Did you just refer to Cheryl Cole as “something?” Awww she’s got a name and well, she does say she’s worth it (using her given name, that is). The names are spelt differently and Cole is different from Crow (easy enough to detect, I would think). GBBO being a must-see is now debatable seeing that it’s moving to Channel 4, but let’s not go there!
Gogglebox is another very popular TV show where you watch people watching TV.
You have shows like Honey Booboo and Baggage Battles where people bid on abandoned luggage and storage containers.
James Corden and Jeremy Corbyn are two different people.
Yes. And so is Gordon Brown and Gordon Ramsay.
If you are meeting someone on the “first floor,” you will need to go up a level because first floor means second floor in this country.
Yep. These things are easily confused and is a good thing to mention.
If a bicyclist puts out their hand, they are indicating which way they’d like to turn; they do not want a high five. (My bad. This is probably true in America, too.)
My bad. I thought that was a universally accepted sign for when a cyclist wants to turn?
Do not get on the bus without your Oyster card. There is no backup option. The only backup option is: Get off ASAP. (Note: Bus drivers are not as nice as cabbies.)
Buses now also take contactless card payments.
Once you swipe your tube (subway) card, do not put it away because you also need it to exit the tube and if you lose it you have to live down there.
Well, if you lose your card, I would think the kind tube station staff will let you out, but there might be the small matter of a fine? Also, I would put the card away somewhere safe so you CAN take it out again to swipe out!
The coins are not sized by worth; the twopence is inexplicably huge while 20 pence is very small. Best to hold out your change in your hand when paying and pretend you don’t speak English.
And knowing is half the battle!
A 2-pound coin is not as rare as the $2 bill (no need to hang on to those like Charlie’s Golden Ticket).
But there are nice, shiny ones though and they’re ever so pretty!
If you live near Fulham Road it does not necessarily mean you live near Fulham.
Erm yes…one is a street name and the other is a town?
If you order a “lemonade,” you’ll get a Sprite and there’s literally nothing you can do about it. I still don’t know how to get an actual “lemonade” in this country.
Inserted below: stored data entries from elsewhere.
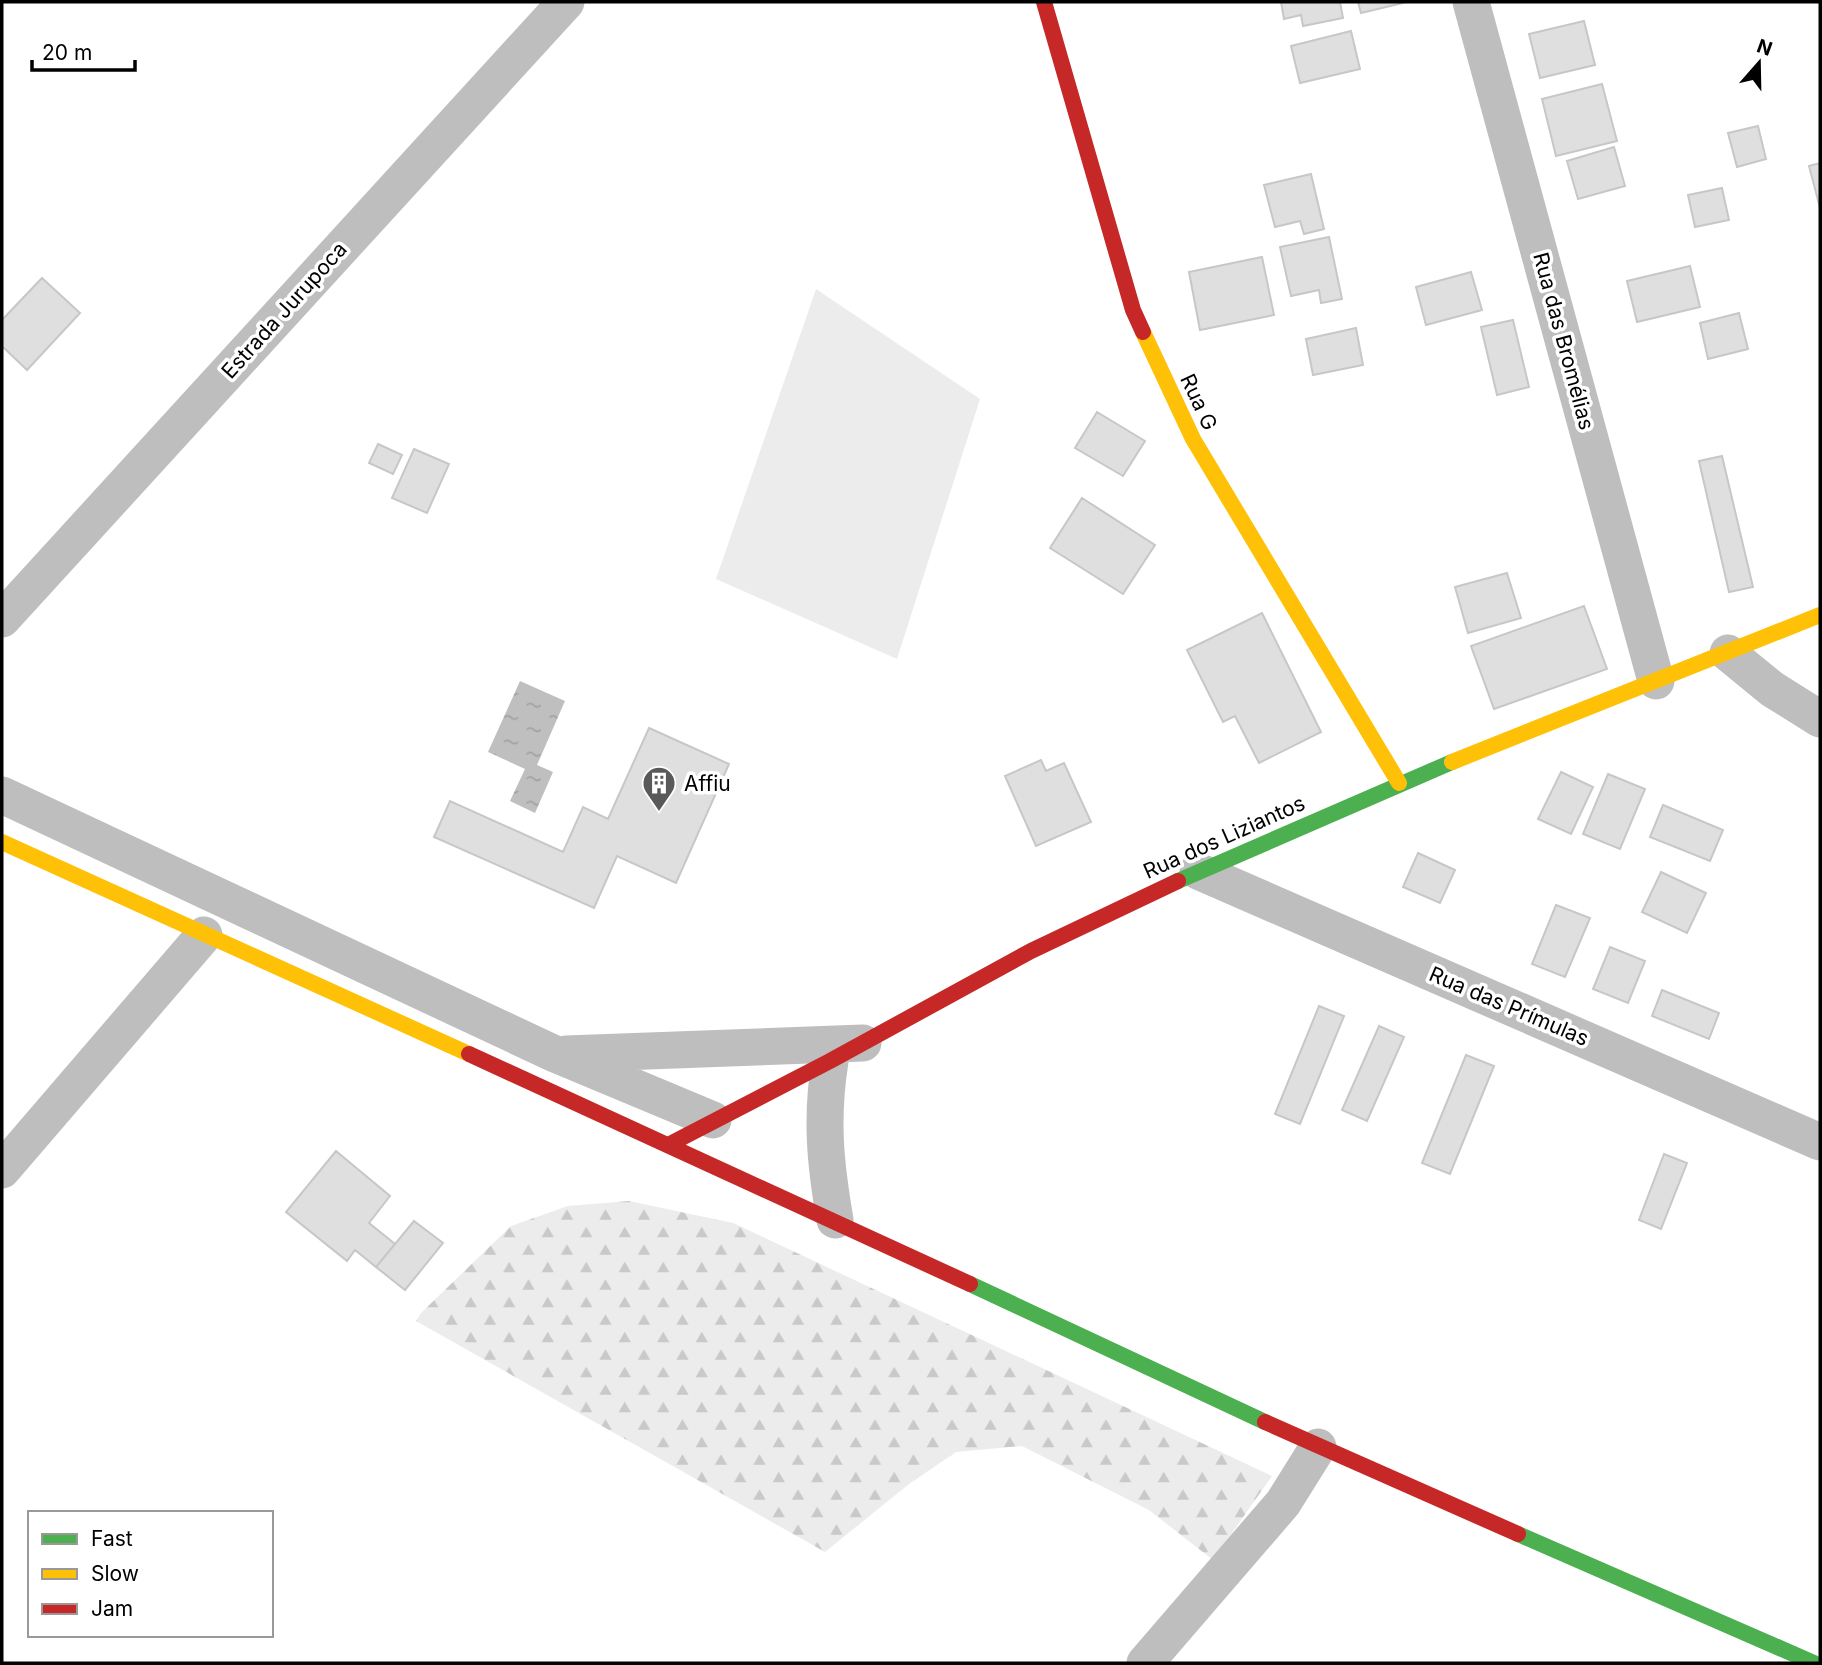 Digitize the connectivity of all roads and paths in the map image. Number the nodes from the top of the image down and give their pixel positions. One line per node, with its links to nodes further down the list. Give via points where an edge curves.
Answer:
1 (566, 2): 5 (street, Estrada Jurupoca)
2 (1044, 2): 9 (street, Rua G, via 1139,322 1193,439)
3 (1471, 2): 7 (street, Rua das Bromélias)
4 (1820, 615): 6 (street, Rua dos Liziantos)
5 (2, 619)
6 (1728, 653): 7 (street, Rua dos Liziantos); 8 (street, via 1772,689)
7 (1656, 681): 9 (street, Rua dos Liziantos)
8 (1820, 719)
9 (1399, 783): 12 (street, Rua dos Liziantos)
10 (2, 795): 15 (street)
11 (2, 842): 13 (street)
12 (1198, 871): 14 (street, Rua dos Liziantos, via 1031,951); 18 (street, Rua das Prímulas)
13 (204, 935): 19 (street); 20 (street)
14 (863, 1043): 15 (street); 16 (street, Rua dos Liziantos)
15 (555, 1054): 17 (street)
16 (830, 1061): 17 (street, Rua dos Liziantos); 21 (street, via 825,1167)
17 (713, 1120): 19 (street, Rua dos Liziantos)
18 (1820, 1142)
19 (668, 1145): 21 (street)
20 (2, 1170)
21 (835, 1220): 22 (street)
22 (1318, 1447): 23 (street, via 1283,1503); 24 (street)
23 (1145, 1663)
24 (1814, 1663) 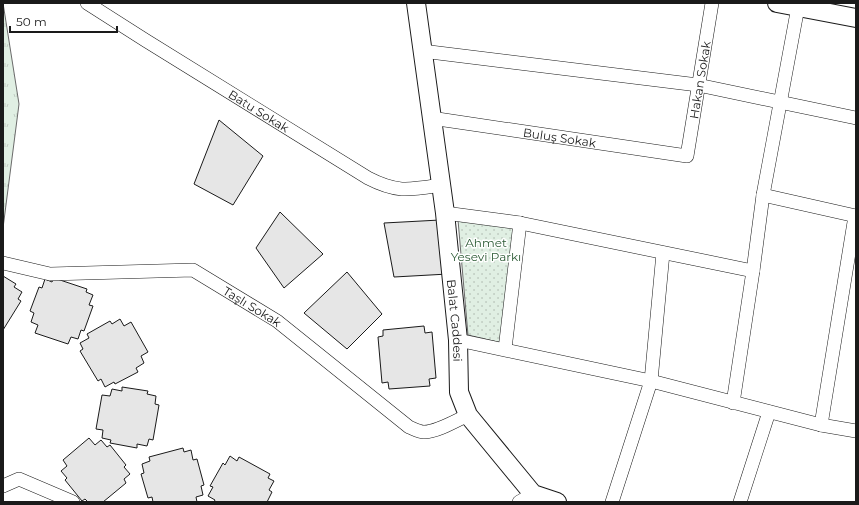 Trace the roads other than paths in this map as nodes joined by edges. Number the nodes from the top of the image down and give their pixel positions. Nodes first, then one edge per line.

Yes. This is definitely worth a mention as you might be better off asking for a Sprite, or a 7Up There are also other brands of lemonades available. Also you might want to ask for a still lemonade?
Don’t even bother talking about herbs with anyone because every single one is pronounced differently. Basil is one thing, but wait until you hear a Brit pronounce oregano.
And potato, tomato…?
The Queen’s birthday is celebrated several times a year and there is very bad traffic and lots of drinking.
I thought it was only twice a year?
If it’s bad weather on her birthday, the Queen gets to have a do-over birthday, which is 100 percent the best use of that crown.
Erm…I think it was more so that people could get a chance to celebrate and watch the royal birthday parade in relative sunshine, because British weather is unpredictable. This tradition started in 1748.
Bank Holidays happen several times a year, but no one actually knows what the holiday is in celebration of. Incidentally, if you say “Happy Bank Holiday” to an English person, they will not know how to respond; it is not the equivalent of “Happy Fourth of July!”
If it’s sunny in London and someone is visiting from literally anywhere else, it’s actually illegal if you don’t say, “Thanks for bringing us the sunshine!”
Sunshine is a precious commodity so people here are thankful for the sun!